AR(p) - Autoregressive Model

Detects changes in AR model coefficients.

from fastcpd.segmentation import ar

# AR(2) model
result = ar(data, p=2, beta="MBIC")

Model:

\[y_t = \phi_1 y_{t-1} + \phi_2 y_{t-2} + \cdots + \phi_p y_{t-p} + \epsilon_t\]

Cost Function:

Identical to standard linear regression cost function, treating AR as a linear model:

\[C(z_{s:t})=\min_{\theta}\left(\frac{1}{2}\log(2\pi\hat{\sigma}^{2})+\sum_{i=s}^{t}\frac{(x_{i}-x_{i-1:i-p}^{\top}\theta)^{2}}{2\hat{\sigma}^{2}}\right)\]

where \(\hat{\sigma}^{2}\) is the generalized Rice estimator.

Parameters:

  • p: Order of AR model

VAR(p) - Vector Autoregressive Model

Detects changes in multivariate AR model coefficients.

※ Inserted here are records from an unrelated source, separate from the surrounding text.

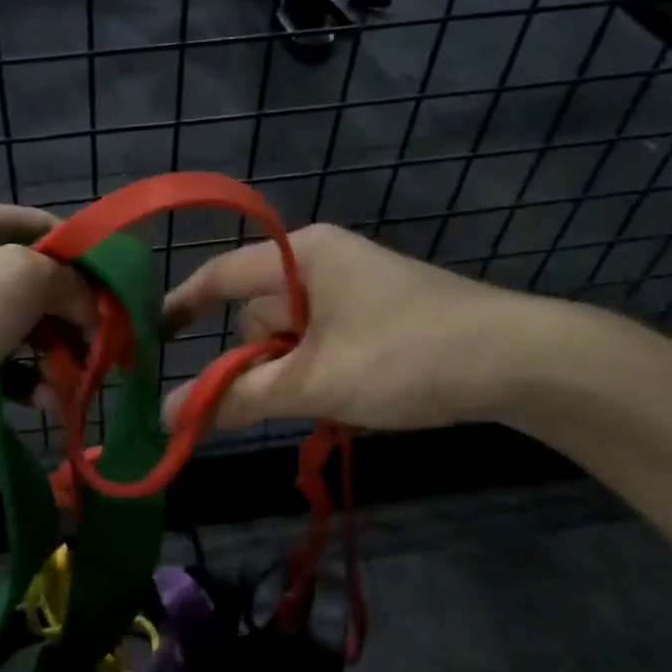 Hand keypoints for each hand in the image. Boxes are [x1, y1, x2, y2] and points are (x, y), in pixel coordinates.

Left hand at [0, 202, 93, 462]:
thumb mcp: (20, 280)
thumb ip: (71, 283)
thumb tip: (96, 308)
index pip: (49, 230)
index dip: (89, 262)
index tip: (119, 302)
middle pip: (38, 281)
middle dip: (74, 317)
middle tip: (105, 352)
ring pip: (20, 326)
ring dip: (54, 354)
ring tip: (80, 384)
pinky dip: (23, 378)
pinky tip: (45, 401)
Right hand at [161, 223, 565, 433]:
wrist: (523, 361)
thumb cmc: (405, 356)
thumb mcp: (314, 381)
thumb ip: (236, 397)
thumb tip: (165, 416)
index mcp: (300, 256)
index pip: (219, 276)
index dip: (180, 306)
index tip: (148, 338)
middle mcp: (322, 260)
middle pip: (260, 315)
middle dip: (258, 362)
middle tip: (280, 400)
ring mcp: (355, 284)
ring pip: (294, 335)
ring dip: (295, 373)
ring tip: (331, 401)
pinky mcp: (380, 310)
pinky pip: (326, 340)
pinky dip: (323, 370)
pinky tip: (354, 394) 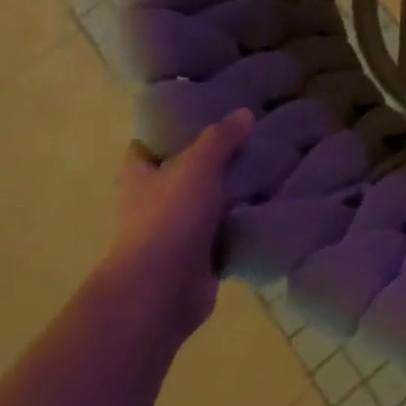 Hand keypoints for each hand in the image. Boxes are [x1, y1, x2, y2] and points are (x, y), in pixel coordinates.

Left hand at [100, 108, 249, 344]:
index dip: (163, 134)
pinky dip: (240, 223)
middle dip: (207, 161)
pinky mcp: (196, 259)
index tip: (196, 118)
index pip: (143, 149)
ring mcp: (173, 234)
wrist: (161, 292)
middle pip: (179, 175)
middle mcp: (150, 205)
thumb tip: (243, 114)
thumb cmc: (169, 218)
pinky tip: (267, 204)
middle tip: (245, 139)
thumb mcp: (198, 166)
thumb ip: (220, 139)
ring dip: (228, 193)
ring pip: (204, 204)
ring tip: (265, 168)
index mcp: (138, 179)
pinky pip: (223, 233) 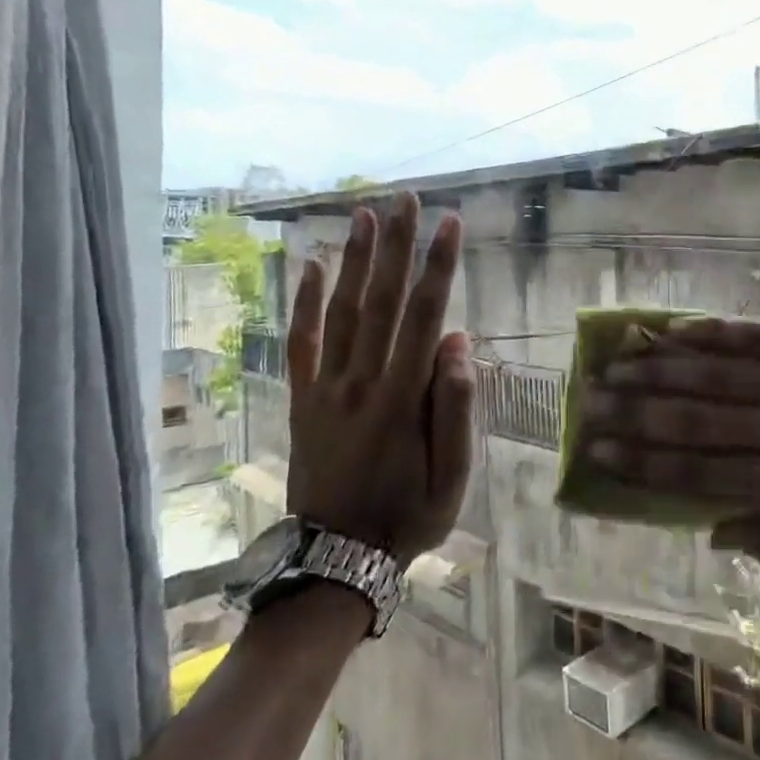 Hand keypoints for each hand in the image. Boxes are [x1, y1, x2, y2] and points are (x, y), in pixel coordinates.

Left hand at [284, 193, 473, 565]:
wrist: (336, 560)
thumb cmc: (408, 517)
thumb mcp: (452, 476)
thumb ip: (456, 407)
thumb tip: (458, 341)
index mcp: (403, 397)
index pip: (425, 316)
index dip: (439, 267)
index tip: (450, 224)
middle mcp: (362, 381)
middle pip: (382, 300)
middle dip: (397, 246)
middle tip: (405, 199)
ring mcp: (326, 388)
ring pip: (342, 311)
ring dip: (355, 260)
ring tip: (365, 215)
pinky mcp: (303, 400)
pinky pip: (302, 343)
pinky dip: (305, 303)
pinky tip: (312, 266)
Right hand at [578, 318, 759, 575]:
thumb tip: (715, 537)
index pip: (700, 473)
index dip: (645, 462)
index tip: (600, 451)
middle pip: (696, 418)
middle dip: (637, 409)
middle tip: (590, 399)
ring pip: (720, 373)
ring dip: (663, 367)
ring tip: (618, 359)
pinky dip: (718, 333)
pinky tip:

from fastcpd.segmentation import var

# VAR(1) for 3D time series
data_3d = np.random.randn(500, 3)
result = var(data_3d, p=1, beta="MBIC")

Model:

\[\mathbf{y}_t = \Phi_1 \mathbf{y}_{t-1} + \cdots + \Phi_p \mathbf{y}_{t-p} + \boldsymbol{\epsilon}_t\]

where \(\boldsymbol{\epsilon}_t \sim \mathcal{N}(0, \Sigma)\) with \(\Sigma\) assumed constant.

Cost Function:

The minimum negative log-likelihood:

\[C(z_{s:t})=\min_{A_{1},...,A_{p}}\frac{1}{2}\sum_{i=s}^{t}\left(x_{i}-\sum_{j=1}^{p}A_{j}x_{t-j}\right)^{\top}\hat{\Sigma}^{-1}\left(x_{i}-\sum_{j=1}^{p}A_{j}x_{t-j}\right) +\frac{t-s+1}{2}\{d\log(2\pi)+\log(|\hat{\Sigma}|)\}\]

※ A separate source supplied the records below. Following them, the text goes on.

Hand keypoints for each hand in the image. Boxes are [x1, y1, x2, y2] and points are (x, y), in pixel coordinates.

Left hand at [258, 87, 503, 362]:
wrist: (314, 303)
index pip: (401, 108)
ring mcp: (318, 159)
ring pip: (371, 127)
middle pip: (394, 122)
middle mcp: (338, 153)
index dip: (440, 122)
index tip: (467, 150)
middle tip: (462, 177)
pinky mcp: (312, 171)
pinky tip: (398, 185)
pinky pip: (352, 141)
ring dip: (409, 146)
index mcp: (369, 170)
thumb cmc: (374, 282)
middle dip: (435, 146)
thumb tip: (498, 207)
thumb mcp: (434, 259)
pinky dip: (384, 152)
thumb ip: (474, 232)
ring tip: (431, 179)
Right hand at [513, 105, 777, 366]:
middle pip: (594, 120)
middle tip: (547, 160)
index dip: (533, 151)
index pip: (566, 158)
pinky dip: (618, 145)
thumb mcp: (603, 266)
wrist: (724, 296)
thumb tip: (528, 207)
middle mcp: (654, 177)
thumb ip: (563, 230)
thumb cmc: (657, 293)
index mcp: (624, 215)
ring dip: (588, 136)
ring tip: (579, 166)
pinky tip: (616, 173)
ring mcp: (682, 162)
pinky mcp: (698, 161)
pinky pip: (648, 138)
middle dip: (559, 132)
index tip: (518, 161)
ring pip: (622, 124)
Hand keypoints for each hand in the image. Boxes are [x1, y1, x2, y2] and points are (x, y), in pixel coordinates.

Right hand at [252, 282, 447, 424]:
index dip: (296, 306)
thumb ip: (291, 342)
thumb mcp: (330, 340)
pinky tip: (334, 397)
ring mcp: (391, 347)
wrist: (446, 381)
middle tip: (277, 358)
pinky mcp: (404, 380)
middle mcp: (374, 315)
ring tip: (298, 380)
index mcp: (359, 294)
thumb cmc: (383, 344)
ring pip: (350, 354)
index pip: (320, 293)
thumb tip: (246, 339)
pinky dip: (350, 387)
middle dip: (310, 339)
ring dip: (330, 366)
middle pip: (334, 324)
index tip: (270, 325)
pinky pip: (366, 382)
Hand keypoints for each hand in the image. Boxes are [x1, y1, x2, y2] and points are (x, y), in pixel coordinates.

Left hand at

where \(\hat{\Sigma}\) is an extension of the G-Rice estimator for multi-response linear models.

ARMA(p,q) - Autoregressive Moving Average

Detects changes in ARMA model parameters.

from fastcpd.segmentation import arma

# ARMA(1,1) model
result = arma(data, p=1, q=1, beta="MBIC")

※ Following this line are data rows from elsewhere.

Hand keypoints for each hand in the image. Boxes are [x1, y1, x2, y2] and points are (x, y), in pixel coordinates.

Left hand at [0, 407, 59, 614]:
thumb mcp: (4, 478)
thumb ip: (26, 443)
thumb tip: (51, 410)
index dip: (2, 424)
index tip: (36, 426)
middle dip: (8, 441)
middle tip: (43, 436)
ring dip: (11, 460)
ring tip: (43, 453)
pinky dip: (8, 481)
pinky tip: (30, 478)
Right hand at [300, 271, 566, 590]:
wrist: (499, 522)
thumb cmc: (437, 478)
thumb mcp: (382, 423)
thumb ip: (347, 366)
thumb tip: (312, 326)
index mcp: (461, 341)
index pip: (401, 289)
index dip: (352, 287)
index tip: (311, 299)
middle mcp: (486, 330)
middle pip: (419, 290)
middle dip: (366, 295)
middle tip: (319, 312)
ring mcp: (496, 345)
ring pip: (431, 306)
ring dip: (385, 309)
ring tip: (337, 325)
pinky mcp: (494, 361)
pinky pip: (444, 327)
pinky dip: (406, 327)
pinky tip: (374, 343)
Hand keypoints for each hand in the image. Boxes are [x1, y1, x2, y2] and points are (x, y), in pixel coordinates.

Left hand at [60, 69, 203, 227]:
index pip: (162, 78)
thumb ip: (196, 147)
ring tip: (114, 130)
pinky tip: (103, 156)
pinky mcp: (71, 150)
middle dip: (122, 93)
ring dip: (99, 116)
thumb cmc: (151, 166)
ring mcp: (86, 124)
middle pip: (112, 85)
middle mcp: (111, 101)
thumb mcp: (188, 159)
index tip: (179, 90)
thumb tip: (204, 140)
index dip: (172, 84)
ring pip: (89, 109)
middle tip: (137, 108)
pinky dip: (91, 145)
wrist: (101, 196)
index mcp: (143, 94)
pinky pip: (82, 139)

Dependencies: pip install statsmodels

Model:

\[y_t = \phi_1 y_{t-1} + \cdots + \phi_p y_{t-p} + \epsilon_t + \theta_1 \epsilon_{t-1} + \cdots + \theta_q \epsilon_{t-q}\]

Cost Function:

Two approaches are available:

  1. Coefficient changes only (fixed \(\sigma^2\) ):

\[C(x_{s:t})=\min_{\phi,\psi}\frac{t-s+1}{2}\{\log(2\pi)+\log(\hat{\sigma}^{2})\}+\frac{1}{2\hat{\sigma}^{2}}\sum_{i=s}^{t}(x_{i}-\phi^{\top}x_{i-1:i-p}-\psi^{\top}\epsilon_{i-1:i-q})^{2}\]
  1. Coefficient and variance changes (for SeGD):

\[C(x_{s:t})=\min_{\phi,\psi,\sigma^{2}}\frac{t-s+1}{2}\{\log(2\pi)+\log(\sigma^{2})\}+\frac{1}{2\sigma^{2}}\sum_{i=s}^{t}(x_{i}-\phi^{\top}x_{i-1:i-p}-\psi^{\top}\epsilon_{i-1:i-q})^{2}\]

Parameters:

  • p: AR order

  • q: MA order

GARCH(p,q) - Generalized Autoregressive Conditional Heteroskedasticity

Detects changes in volatility model parameters.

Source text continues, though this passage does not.